Haynes then turns to evangelical reception of Bonhoeffer during and after the Bush presidency, with the hinge figure in this story being Eric Metaxas, who established a new audience for Bonhoeffer in popular evangelicalism through his best seller Bonhoeffer: Pastor, Martyr, Prophet, Spy (Nashville: Thomas Nelson, 2010). Metaxas offered a full-throated endorsement of Bonhoeffer as a foil to the liberal cultural dominance of the Obama years, providing a picture of Bonhoeffer as one who was aligned with the evangelical cause and so able to guide evangelicalism through the sense of being under attack in the American culture. Haynes continues the book by tracking “the Bonhoeffer moment” in evangelicalism, by which he refers to the increase in engagement with Bonhoeffer in the era of the Trump presidency. He shows that numerous influential evangelical commentators, often dependent upon Metaxas’s depiction of Bonhoeffer, appealed to Bonhoeffer in the key issues of the culture wars and the evangelical desire to maintain power and influence over the culture. A populist Bonhoeffer has arisen in the intersection of Metaxas’s biography and the rise of Trump.

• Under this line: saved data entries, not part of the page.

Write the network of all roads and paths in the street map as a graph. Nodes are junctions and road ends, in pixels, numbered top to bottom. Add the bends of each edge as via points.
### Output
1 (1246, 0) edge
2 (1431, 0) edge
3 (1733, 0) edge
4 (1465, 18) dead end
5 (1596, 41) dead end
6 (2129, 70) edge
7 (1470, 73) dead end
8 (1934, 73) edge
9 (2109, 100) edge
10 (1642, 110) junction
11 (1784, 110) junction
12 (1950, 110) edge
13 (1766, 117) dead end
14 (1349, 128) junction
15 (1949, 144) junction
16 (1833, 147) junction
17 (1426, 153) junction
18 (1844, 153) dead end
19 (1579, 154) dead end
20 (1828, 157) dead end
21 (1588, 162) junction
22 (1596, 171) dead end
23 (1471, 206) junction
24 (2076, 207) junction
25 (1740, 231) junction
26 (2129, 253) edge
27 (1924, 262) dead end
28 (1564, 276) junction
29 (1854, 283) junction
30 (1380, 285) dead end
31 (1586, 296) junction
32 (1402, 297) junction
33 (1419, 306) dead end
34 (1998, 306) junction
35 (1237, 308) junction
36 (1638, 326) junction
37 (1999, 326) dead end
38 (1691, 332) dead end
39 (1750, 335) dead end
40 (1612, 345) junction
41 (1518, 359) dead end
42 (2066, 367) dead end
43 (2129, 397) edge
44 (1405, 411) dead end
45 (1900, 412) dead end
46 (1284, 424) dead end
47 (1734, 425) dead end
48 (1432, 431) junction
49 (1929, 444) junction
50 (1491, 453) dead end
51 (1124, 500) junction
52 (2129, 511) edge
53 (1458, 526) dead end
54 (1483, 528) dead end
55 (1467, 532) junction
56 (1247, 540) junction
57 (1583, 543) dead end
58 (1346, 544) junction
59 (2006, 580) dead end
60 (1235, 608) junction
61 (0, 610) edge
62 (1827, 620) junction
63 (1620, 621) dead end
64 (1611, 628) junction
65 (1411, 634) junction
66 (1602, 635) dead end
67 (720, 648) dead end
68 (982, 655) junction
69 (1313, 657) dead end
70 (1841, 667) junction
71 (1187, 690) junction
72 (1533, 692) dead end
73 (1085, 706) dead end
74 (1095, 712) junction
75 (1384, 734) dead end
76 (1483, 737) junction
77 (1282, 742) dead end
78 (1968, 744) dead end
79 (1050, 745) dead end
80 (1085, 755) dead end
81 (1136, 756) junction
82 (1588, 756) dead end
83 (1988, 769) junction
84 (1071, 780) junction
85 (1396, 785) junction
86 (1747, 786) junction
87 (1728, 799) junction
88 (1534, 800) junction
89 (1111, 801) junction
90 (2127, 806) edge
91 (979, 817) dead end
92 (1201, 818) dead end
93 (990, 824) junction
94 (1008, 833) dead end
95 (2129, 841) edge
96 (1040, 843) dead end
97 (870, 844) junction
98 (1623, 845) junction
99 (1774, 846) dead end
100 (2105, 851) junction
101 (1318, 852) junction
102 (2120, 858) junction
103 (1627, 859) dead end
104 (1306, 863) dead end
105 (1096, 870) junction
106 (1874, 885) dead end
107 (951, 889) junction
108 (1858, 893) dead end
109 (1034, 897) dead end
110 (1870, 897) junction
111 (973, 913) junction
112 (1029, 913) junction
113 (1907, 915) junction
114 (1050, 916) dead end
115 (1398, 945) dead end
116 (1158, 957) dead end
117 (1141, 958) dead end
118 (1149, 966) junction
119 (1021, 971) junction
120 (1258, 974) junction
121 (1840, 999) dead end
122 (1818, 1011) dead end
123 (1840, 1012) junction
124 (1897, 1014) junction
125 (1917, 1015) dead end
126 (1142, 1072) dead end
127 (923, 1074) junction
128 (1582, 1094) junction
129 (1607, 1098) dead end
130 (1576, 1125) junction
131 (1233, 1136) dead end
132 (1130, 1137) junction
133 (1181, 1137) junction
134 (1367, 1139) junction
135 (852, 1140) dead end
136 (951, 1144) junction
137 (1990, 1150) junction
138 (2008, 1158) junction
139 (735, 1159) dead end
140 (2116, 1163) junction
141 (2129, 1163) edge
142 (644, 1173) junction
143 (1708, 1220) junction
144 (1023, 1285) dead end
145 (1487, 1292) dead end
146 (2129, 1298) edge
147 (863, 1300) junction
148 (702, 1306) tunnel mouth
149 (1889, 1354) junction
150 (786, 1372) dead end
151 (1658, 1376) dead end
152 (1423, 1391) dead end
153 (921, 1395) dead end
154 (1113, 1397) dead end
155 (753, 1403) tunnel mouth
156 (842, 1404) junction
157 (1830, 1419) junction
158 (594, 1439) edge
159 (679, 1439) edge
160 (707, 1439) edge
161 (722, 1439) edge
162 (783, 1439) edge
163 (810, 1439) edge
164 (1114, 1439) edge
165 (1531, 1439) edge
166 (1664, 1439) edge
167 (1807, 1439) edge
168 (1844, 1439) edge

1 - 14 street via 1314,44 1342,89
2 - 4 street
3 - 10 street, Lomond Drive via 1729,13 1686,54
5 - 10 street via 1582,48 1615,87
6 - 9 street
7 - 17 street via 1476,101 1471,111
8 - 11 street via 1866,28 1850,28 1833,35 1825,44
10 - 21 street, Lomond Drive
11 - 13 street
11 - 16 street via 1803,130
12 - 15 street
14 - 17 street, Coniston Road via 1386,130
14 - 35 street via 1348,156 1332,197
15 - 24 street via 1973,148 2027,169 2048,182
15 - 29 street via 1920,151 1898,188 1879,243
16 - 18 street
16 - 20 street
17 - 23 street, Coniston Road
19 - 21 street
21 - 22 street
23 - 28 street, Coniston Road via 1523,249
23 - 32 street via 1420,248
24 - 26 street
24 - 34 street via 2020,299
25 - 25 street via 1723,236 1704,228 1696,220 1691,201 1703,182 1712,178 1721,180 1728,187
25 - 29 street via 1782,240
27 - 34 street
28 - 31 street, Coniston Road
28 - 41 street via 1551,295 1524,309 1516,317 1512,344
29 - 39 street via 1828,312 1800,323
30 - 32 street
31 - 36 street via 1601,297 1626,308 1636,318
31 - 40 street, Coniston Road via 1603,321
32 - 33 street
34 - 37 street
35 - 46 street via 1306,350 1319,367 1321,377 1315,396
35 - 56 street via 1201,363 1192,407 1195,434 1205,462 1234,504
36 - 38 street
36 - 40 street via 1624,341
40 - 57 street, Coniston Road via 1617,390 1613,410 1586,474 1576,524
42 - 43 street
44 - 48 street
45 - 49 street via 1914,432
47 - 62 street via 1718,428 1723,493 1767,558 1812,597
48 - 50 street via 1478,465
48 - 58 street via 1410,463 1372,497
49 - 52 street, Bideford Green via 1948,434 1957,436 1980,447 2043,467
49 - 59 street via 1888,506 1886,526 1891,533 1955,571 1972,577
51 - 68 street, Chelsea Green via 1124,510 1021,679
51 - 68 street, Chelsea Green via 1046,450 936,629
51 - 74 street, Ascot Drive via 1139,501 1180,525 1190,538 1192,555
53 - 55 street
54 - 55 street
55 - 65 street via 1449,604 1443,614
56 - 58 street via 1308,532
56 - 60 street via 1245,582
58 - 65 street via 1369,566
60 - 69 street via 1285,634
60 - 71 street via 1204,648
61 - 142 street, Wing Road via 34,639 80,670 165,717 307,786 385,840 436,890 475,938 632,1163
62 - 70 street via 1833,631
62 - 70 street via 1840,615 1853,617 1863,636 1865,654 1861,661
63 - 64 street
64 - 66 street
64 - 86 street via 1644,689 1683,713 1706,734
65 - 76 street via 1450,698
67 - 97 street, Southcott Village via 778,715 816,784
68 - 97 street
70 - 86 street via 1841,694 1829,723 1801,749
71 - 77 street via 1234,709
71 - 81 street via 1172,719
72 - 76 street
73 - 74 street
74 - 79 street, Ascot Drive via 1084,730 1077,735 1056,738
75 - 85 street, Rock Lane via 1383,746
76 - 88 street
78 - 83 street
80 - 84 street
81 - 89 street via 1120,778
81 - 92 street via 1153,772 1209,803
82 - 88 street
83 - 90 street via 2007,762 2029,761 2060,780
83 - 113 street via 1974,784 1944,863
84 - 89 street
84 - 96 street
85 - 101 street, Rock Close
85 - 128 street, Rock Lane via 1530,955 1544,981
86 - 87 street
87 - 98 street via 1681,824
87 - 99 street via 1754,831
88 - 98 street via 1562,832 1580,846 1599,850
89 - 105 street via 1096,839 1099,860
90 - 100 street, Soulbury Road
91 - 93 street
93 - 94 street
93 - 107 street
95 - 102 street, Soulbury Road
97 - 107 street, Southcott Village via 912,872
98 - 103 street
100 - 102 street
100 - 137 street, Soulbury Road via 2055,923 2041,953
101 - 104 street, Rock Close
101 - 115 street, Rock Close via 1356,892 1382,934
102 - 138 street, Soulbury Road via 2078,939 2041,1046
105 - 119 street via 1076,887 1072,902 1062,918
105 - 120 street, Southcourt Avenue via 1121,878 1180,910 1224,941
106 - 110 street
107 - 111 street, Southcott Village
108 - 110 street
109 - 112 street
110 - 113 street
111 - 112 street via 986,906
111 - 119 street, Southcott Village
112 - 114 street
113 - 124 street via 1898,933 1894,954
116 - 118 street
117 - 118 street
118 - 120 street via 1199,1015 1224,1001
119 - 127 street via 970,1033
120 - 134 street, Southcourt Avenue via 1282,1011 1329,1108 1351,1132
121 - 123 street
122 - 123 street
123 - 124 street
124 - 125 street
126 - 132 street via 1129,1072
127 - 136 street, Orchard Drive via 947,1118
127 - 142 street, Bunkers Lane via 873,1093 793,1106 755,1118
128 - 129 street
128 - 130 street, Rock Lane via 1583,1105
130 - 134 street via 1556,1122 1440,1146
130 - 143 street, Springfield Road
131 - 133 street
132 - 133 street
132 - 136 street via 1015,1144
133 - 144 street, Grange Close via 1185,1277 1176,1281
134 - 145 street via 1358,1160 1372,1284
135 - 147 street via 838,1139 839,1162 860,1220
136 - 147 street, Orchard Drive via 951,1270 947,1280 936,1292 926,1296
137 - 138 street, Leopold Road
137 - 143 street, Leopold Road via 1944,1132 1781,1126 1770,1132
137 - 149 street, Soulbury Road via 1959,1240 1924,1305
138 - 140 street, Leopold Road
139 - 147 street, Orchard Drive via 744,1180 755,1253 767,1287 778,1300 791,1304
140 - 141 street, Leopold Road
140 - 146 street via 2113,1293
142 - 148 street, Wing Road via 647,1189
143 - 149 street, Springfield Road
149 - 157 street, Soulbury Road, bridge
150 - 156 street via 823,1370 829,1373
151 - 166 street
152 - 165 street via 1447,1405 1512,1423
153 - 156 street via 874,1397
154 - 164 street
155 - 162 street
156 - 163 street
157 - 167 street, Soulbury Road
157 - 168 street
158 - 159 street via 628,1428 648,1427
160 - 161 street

Haynes offers a searching critique of this populist Bonhoeffer, demonstrating the incompatibility of this figure with the historical Bonhoeffer.

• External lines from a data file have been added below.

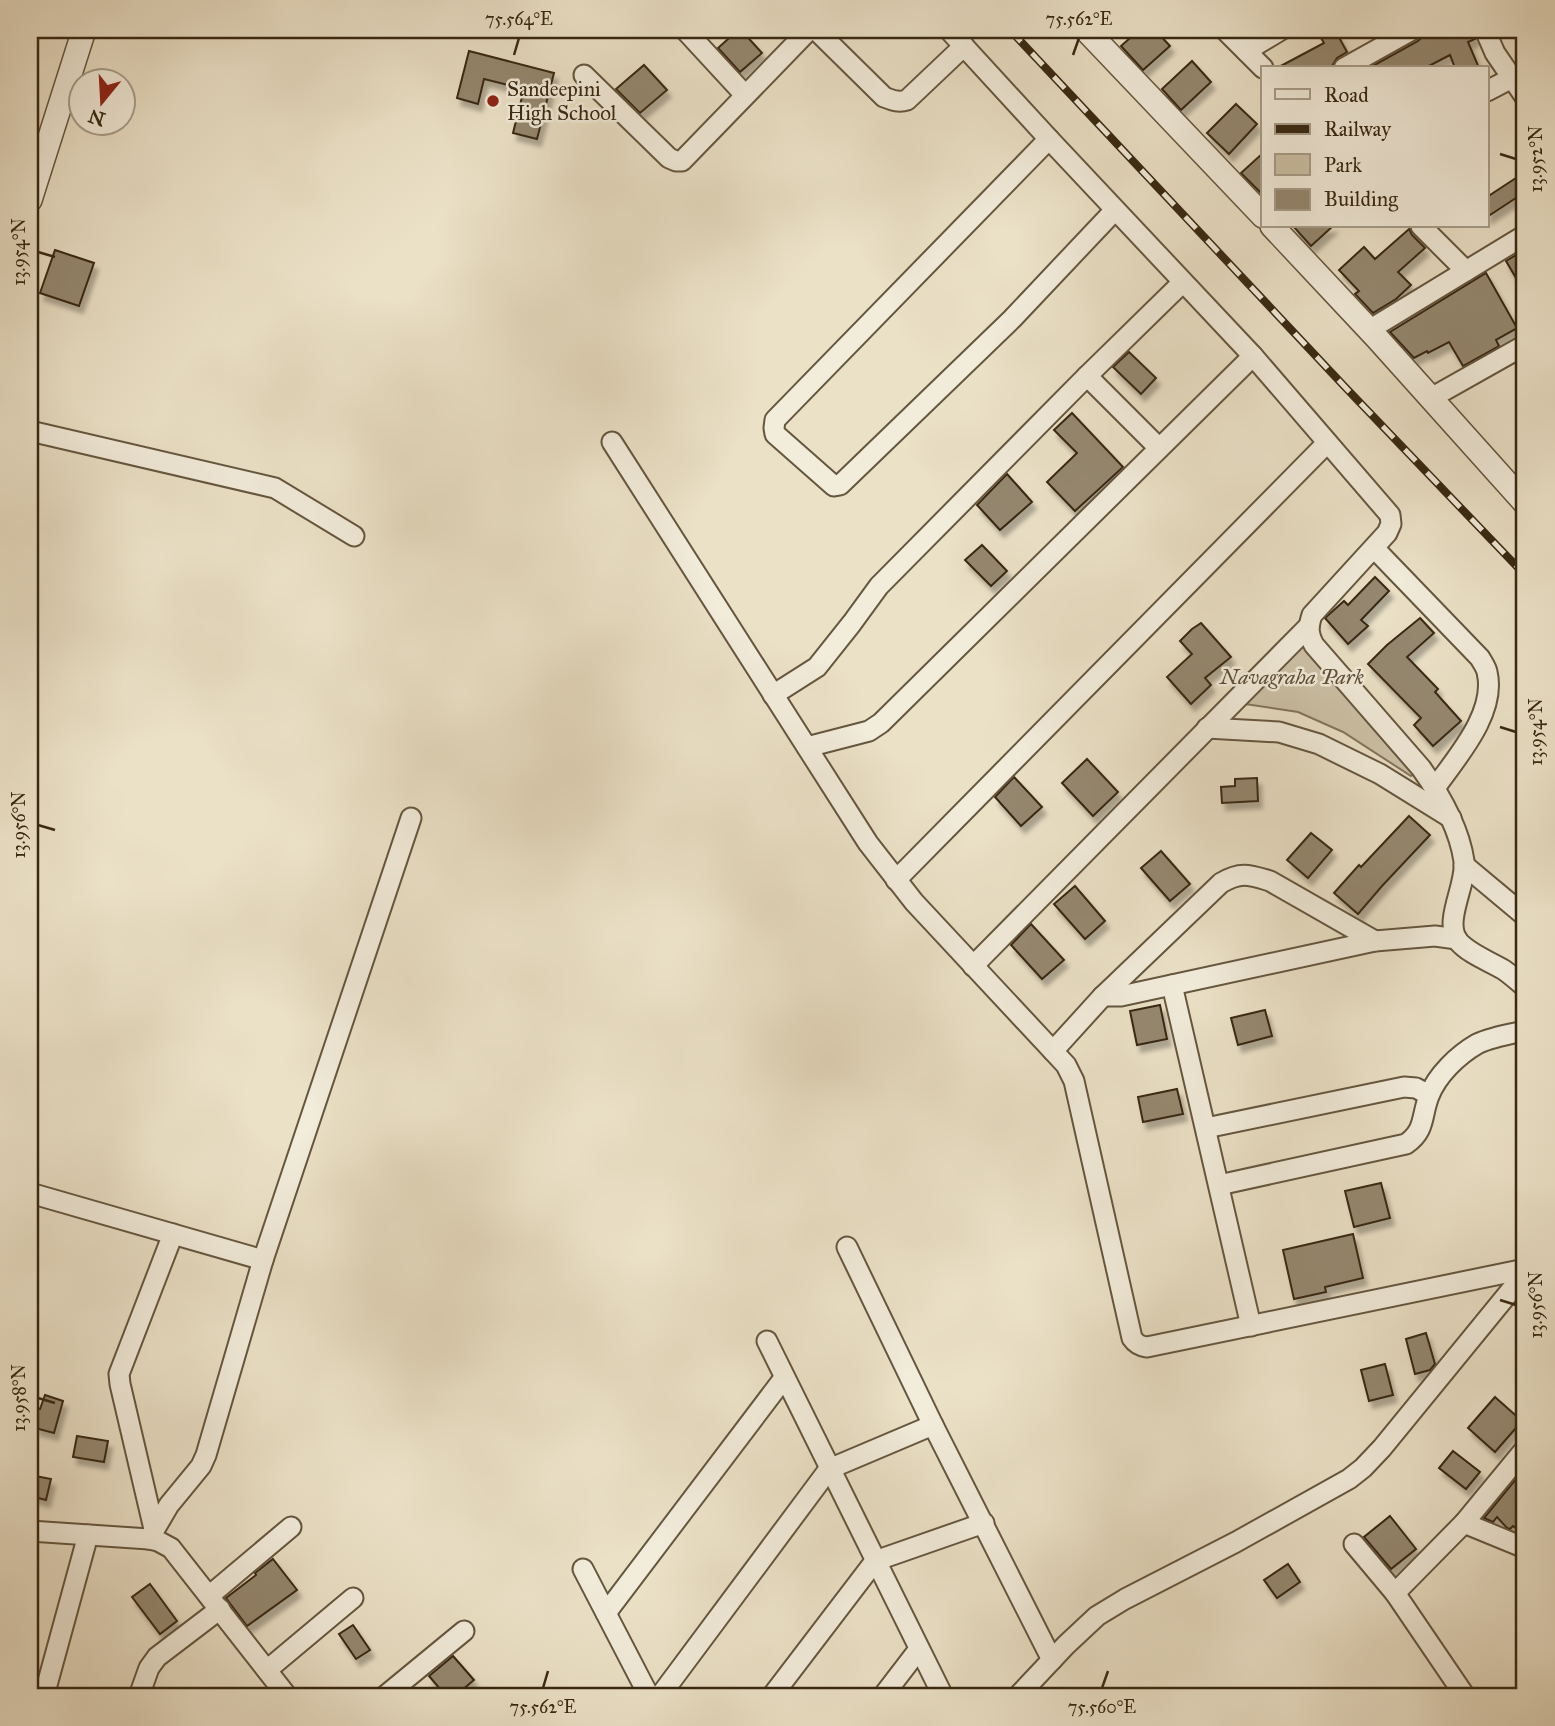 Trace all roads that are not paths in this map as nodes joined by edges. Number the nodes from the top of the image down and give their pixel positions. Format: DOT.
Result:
graph roads {
  1 [pos="85,30"];
  2 [pos="685,30"];
  3 [pos="809,30"];
  4 [pos="816,30"];
  5 [pos="949,30"];
  6 [pos="1086,30"];
  7 [pos="1225,30"];
  8 [pos="1281,30"];
  9 [pos="1412,30"];
  10 [pos="1485,30"];
  11 [pos="964,46"];
  12 [pos="1246,51"];
  13 [pos="1261,66"];
  14 [pos="1348,66"];
  15 [pos="584,75"];
  16 [pos="1512,78"];
  17 [pos="1488,90"];
  18 [pos="745,95"];
  19 [pos="1525,97"];
  20 [pos="1049,139"];
  21 [pos="30,200"];
  22 [pos="1115,210"];
  23 [pos="1261,214"];
  24 [pos="1274,228"];
  25 [pos="1422,228"];
  26 [pos="1525,235"];
  27 [pos="1466,271"];
  28 [pos="1183,282"];
  29 [pos="1369,330"];
  30 [pos="1525,345"];
  31 [pos="1253,356"];
  32 [pos="1087,376"];
  33 [pos="1431,398"];
  34 [pos="30,431"];
  35 [pos="612,442"];
  36 [pos="1328,443"];
  37 [pos="1158,449"];
  38 [pos="1517,481"];
  39 [pos="1525,503"];
  40 [pos="354,536"];
  41 [pos="1374,548"];
  42 [pos="1309,626"];
  43 [pos="774,695"];
  44 [pos="1207,728"];
  45 [pos="807,747"];
  46 [pos="1435,789"];
  47 [pos="411,818"];
  48 [pos="1452,819"];
  49 [pos="1464,865"];
  50 [pos="896,880"];
  51 [pos="1525,916"];
  52 [pos="1457,939"];
  53 [pos="1375,941"];
  54 [pos="973,966"];
  55 [pos="1172,985"];
  56 [pos="1525,986"];
  57 [pos="1103,996"];
  58 [pos="1525,1031"];
  59 [pos="1053,1051"];
  60 [pos="1429,1095"];
  61 [pos="1206,1128"];
  62 [pos="1219,1185"];
  63 [pos="30,1193"];
  64 [pos="173,1234"];
  65 [pos="847,1247"];
  66 [pos="263,1260"];
  67 [pos="1525,1271"];
  68 [pos="1251,1326"];
  69 [pos="766,1342"];
  70 [pos="783,1378"];
  71 [pos="933,1424"];
  72 [pos="1525,1449"];
  73 [pos="829,1469"];
  74 [pos="984,1522"];
  75 [pos="1464,1523"];
  76 [pos="291,1527"];
  77 [pos="30,1531"];
  78 [pos="151,1534"];
  79 [pos="88,1535"];
  80 [pos="1354,1544"];
  81 [pos="1525,1548"];
  82 [pos="875,1561"];
  83 [pos="583,1569"];
  84 [pos="1395,1593"];
  85 [pos="353,1598"];
  86 [pos="215,1602"];
  87 [pos="606,1613"];
  88 [pos="464,1631"];
  89 [pos="919,1649"];
  90 [pos="1052,1660"];
  91 [pos="267,1670"];
  92 [pos="44,1696"];
  93 [pos="139,1696"];
  94 [pos="288,1696"];
  95 [pos="385,1696"];
  96 [pos="649,1696"];
  97 [pos="660,1696"];
  98 [pos="772,1696"];
  99 [pos="883,1696"];
  100 [pos="943,1696"];
  101 [pos="1018,1696"];
  102 [pos="1465,1696"];
  1 -- 21 [label="street"];
  2 -- 18 [label="street"];
  3 -- 18 [label="street"];
  4 -- 11 [label="street"];
  5 -- 11 [label="street"];
  6 -- 23 [label="street"];
  7 -- 12 [label="street"];
  8 -- 12 [label="street"];
  9 -- 14 [label="street"];
  10 -- 16 [label="street"];
  11 -- 20 [label="street"];
  12 -- 13 [label="street"];
  15 -- 18 [label="street"];
  16 -- 17 [label="street"];
  16 -- 19 [label="street"];
  20 -- 22 [label="street"];
  20 -- 22 [label="street"];
  22 -- 28 [label="street"];
  24 -- 29 [label="street"];
  25 -- 27 [label="street"];
  26 -- 27 [label="street"];
  27 -- 29 [label="street"];
  28 -- 31 [label="street"];
  28 -- 32 [label="street"];
  29 -- 33 [label="street"];
  30 -- 33 [label="street"];
  31 -- 36 [label="street"];
  31 -- 37 [label="street"];
  32 -- 37 [label="street"];
  32 -- 43 [label="street"];
  33 -- 38 [label="street"];
  34 -- 40 [label="street"];
  35 -- 43 [label="street"];
  36 -- 41 [label="street"];
  36 -- 50 [label="street"];
  37 -- 45 [label="street"];
  38 -- 39 [label="street"];
  41 -- 42 [label="street"];
  41 -- 46 [label="street"];
  42 -- 44 [label="street"];
  42 -- 46 [label="street"];
  43 -- 45 [label="street"];
  44 -- 48 [label="street"];
  44 -- 54 [label="street"];
  45 -- 50 [label="street"];
  46 -- 48 [label="street"];
  47 -- 66 [label="street"];
  48 -- 49 [label="street"];
  49 -- 51 [label="street"];
  49 -- 52 [label="street"];
  50 -- 54 [label="street"];
  52 -- 53 [label="street"];
  52 -- 56 [label="street"];
  53 -- 55 [label="street"];
  53 -- 57 [label="street"];
  54 -- 59 [label="street"];
  55 -- 57 [label="street"];
  55 -- 61 [label="street"];
  57 -- 59 [label="street"];
  58 -- 60 [label="street"];
  59 -- 68 [label="street"];
  60 -- 61 [label="street"];
  60 -- 62 [label="street"];
  61 -- 62 [label="street"];
  62 -- 68 [label="street"];
  63 -- 64 [label="street"];
  64 -- 66 [label="street"];
  64 -- 78 [label="street"];
  65 -- 71 [label="street"];
  66 -- 78 [label="street"];
  67 -- 68 [label="street"];
  67 -- 90 [label="street"];
  69 -- 70 [label="street"];
  70 -- 73 [label="street"];
  70 -- 87 [label="street"];
  71 -- 73 [label="street"];
  71 -- 74 [label="street"];
  72 -- 75 [label="street"];
  73 -- 82 [label="street"];
  73 -- 97 [label="street"];
  74 -- 82 [label="street"];
  74 -- 90 [label="street"];
  75 -- 81 [label="street"];
  75 -- 84 [label="street"];
  76 -- 86 [label="street"];
  77 -- 79 [label="street"];
  78 -- 79 [label="street"];
  78 -- 86 [label="street"];
  79 -- 92 [label="street"];
  80 -- 84 [label="street"];
  82 -- 89 [label="street"];
  82 -- 98 [label="street"];
  83 -- 87 [label="street"];
  84 -- 102 [label="street"];
  85 -- 91 [label="street"];
  86 -- 91 [label="street"];
  86 -- 93 [label="street"];
  87 -- 96 [label="street"];
  88 -- 95 [label="street"];
  89 -- 99 [label="street"];
  89 -- 100 [label="street"];
  90 -- 101 [label="street"];
  91 -- 94 [label="street"];
}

Haynes’s book puts before evangelicalism important questions regarding our relationship to Dietrich Bonhoeffer: What is the place of Bonhoeffer in the era of Trump? What should be the relationship between Bonhoeffer and American evangelicalism? While there is plenty in his theology that evangelicalism can and should utilize, we must honestly recognize that Bonhoeffer is not an American evangelical. Metaxas’s book has deep flaws, and Haynes is right to query evangelical devotion to Bonhoeffer if that devotion is based on him being one of our tribe. He is not. Haynes offers insight into how and why Bonhoeffer has been forced into the mold of evangelicalism, and how this has resulted in evangelicals being unable to grasp Bonhoeffer’s own theological commitments and purposes fully. If evangelicalism is to appropriate Bonhoeffer as a guide in our time, then we must do it with integrity, recognizing the places of difference between Bonhoeffer and the evangelical tradition. Haynes’s book should be read by evangelicals who look to Bonhoeffer as it provides us with a needed perspective on Bonhoeffer’s theological inheritance and the areas where we are prone to misappropriating Bonhoeffer’s theology. Rejecting the populist Bonhoeffer doesn’t mean rejecting Bonhoeffer; rather, it means having a more nuanced, and so more honest relationship to Bonhoeffer, and a better understanding of the ways he can be a resource for evangelical theology.